Retrieve a response by creating a ChatCompletition module:

model = 'gpt-3.5-turbo'
content = 'Say something inspiring'
response = openai.ChatCompletion.create(
    model=model,
    messages=[{'role': 'user', 'content': content}]
)

#1: the GPT model to use.
#2: the content to be sent to the GPT model.
#3: creates the chat completion model and retrieves the response.
#5: messages are stored in a list of dictionaries where each dictionary contains content from either the user or the system.

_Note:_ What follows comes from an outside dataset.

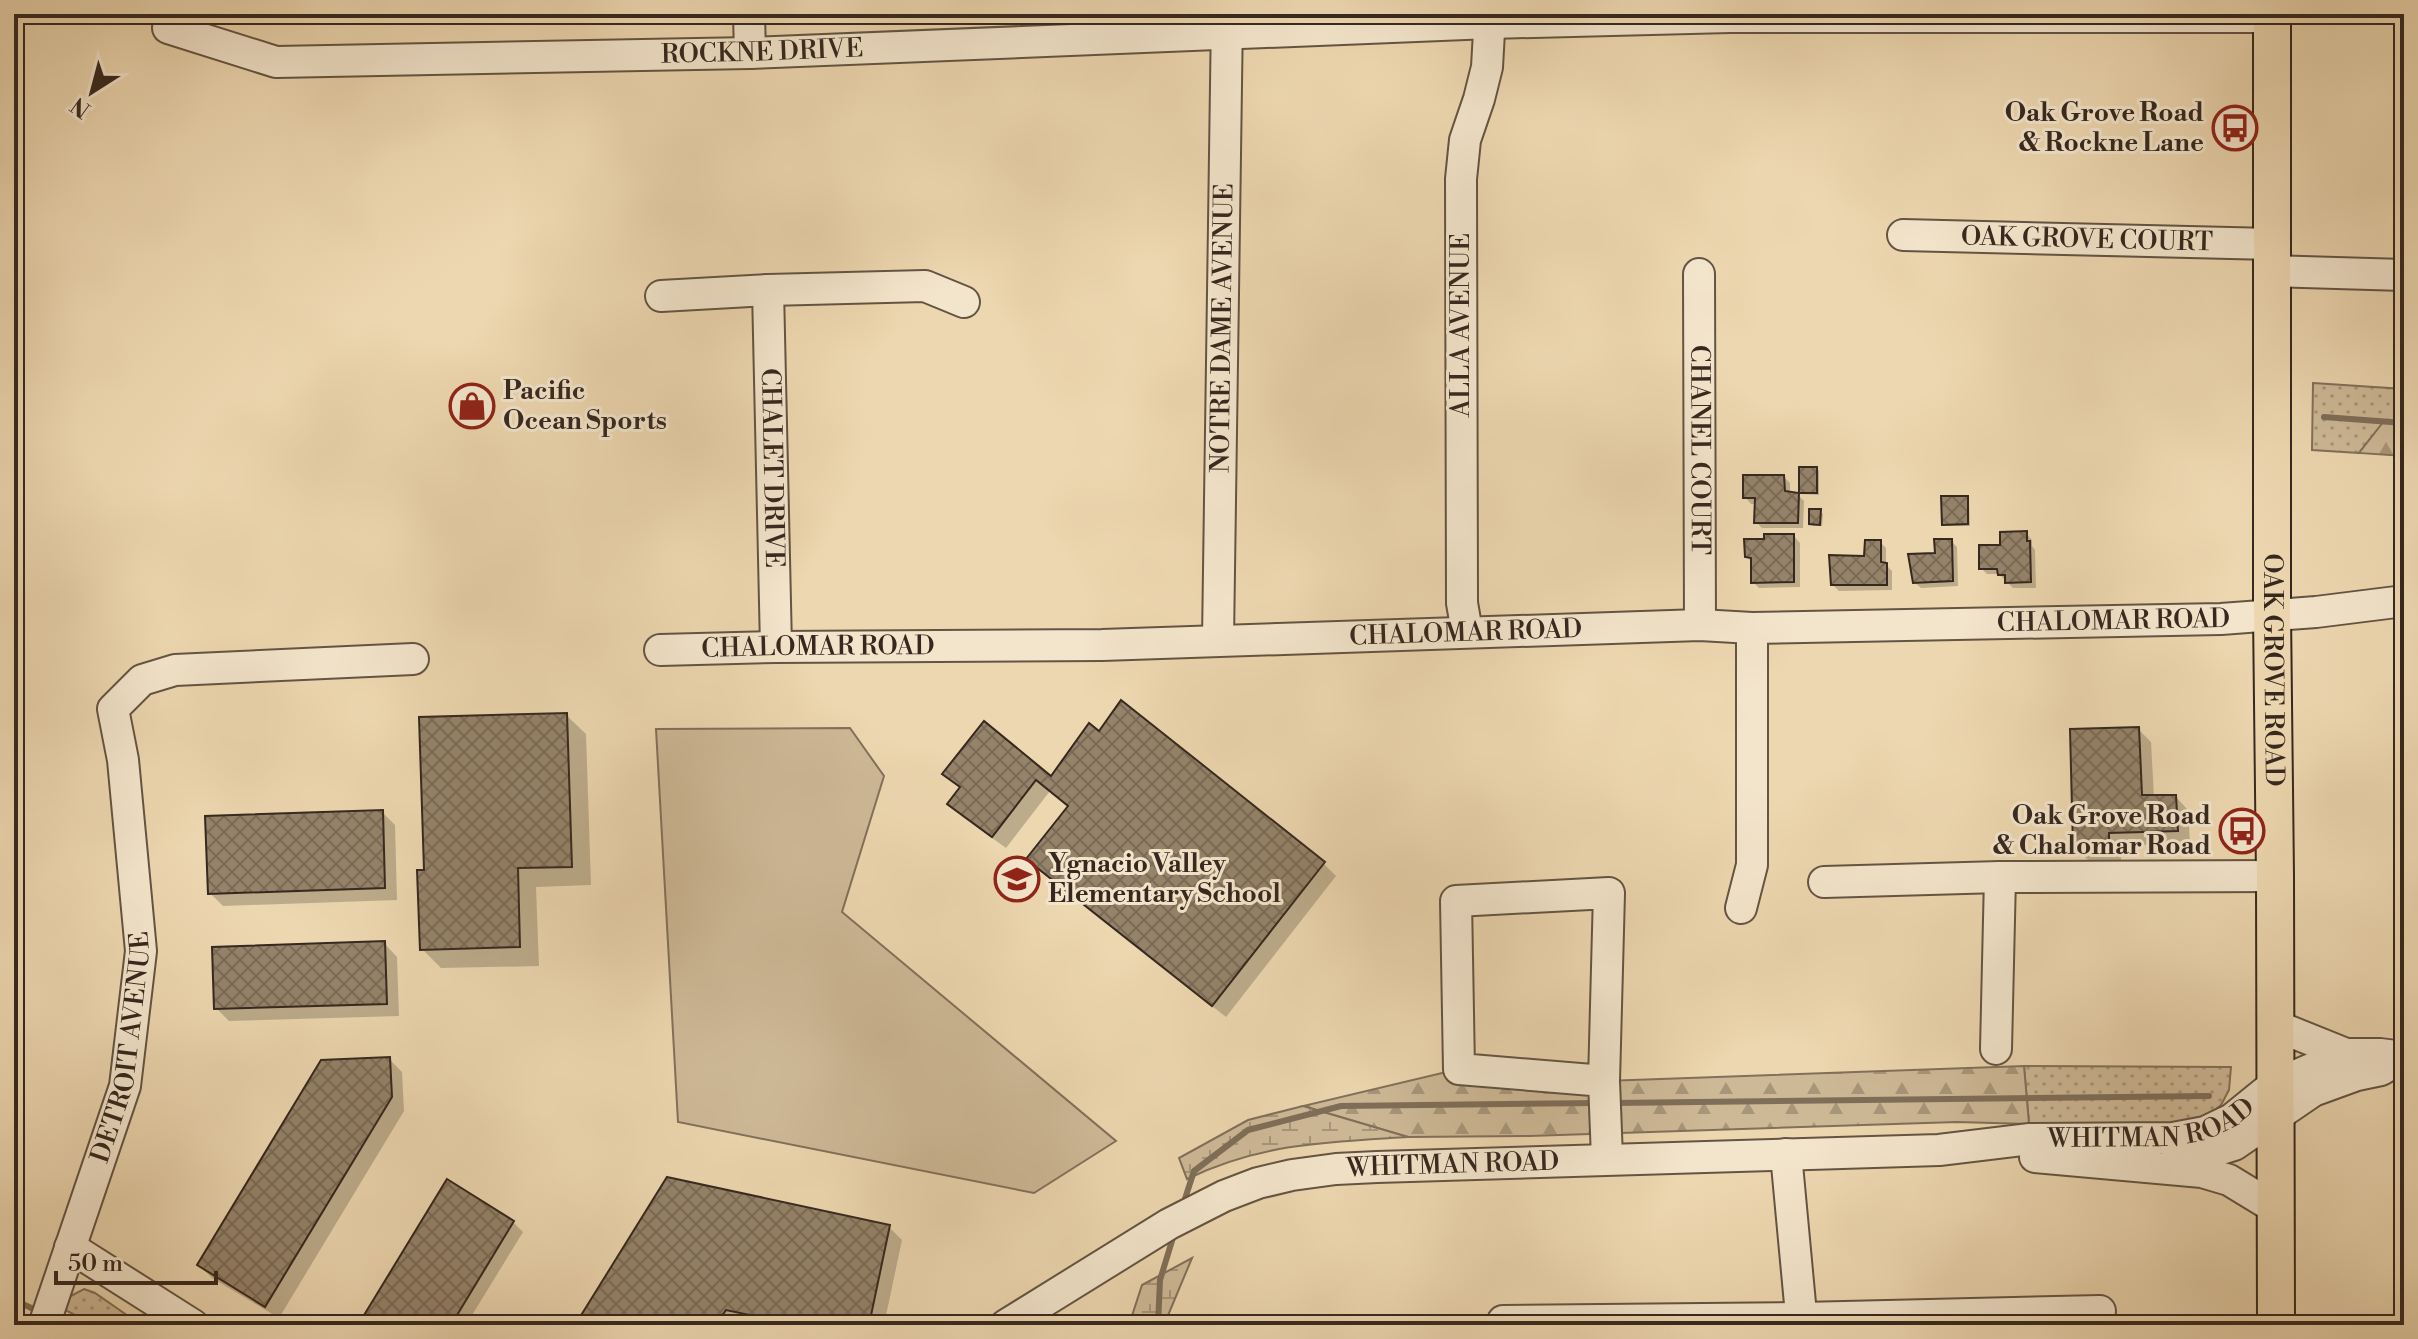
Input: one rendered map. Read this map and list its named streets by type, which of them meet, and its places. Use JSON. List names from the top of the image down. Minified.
{"streets":{"main road":["OAK GROVE ROAD"],"street":["ROCKNE DRIVE","OAK GROVE COURT","ALLA AVENUE","NOTRE DAME AVENUE","CHANEL COURT","CHALET DRIVE","CHALOMAR ROAD","DETROIT AVENUE","WHITMAN ROAD"]},"crossings":[["ROCKNE DRIVE","ALLA AVENUE"],["ROCKNE DRIVE","NOTRE DAME AVENUE"],["ROCKNE DRIVE","OAK GROVE ROAD"],["OAK GROVE COURT","OAK GROVE ROAD"],["ALLA AVENUE","CHALOMAR ROAD"],["NOTRE DAME AVENUE","CHALOMAR ROAD"],["CHANEL COURT","CHALOMAR ROAD"],["CHALET DRIVE","CHALOMAR ROAD"],["CHALOMAR ROAD","OAK GROVE ROAD"],["OAK GROVE ROAD","WHITMAN ROAD"]],"places":{"bus stop":["Oak Grove Road & Rockne Lane","Oak Grove Road & Chalomar Road"],"shop":["Pacific Ocean Sports"],"school or university":["Ygnacio Valley Elementary School"]},"scale_bar":"50 m","north":"bottom left"}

Print the type of the response and the response itself that is in the JSON format:

<class 'openai.openai_object.OpenAIObject'>
{
  "choices": [
    {
      "finish_reason": "stop",
      "index": 0,
      "message": {
        "content": "\n\n\"Believe in yourself and all that you are. Know that there is something inside you that is greater than any obstacle.\"",
        "role": "assistant"
      }
    }
  ],
  "created": 1678893623,
  "id": "chatcmpl-6uNDL6Qfh7MjxpLxH3NW7UPJXS3tN",
  "model": "gpt-3.5-turbo-0301",
  "object": "chat.completion",
  "usage": {
    "completion_tokens": 26,
    "prompt_tokens": 10,
    "total_tokens": 36
  }
}

#1: the response type.
#2: the response in the JSON format.

Print only the content from the output:

output = response['choices'][0]['message']['content'].strip()
print(output)

"Believe in yourself and all that you are. Know that there is something inside you that is greater than any obstacle."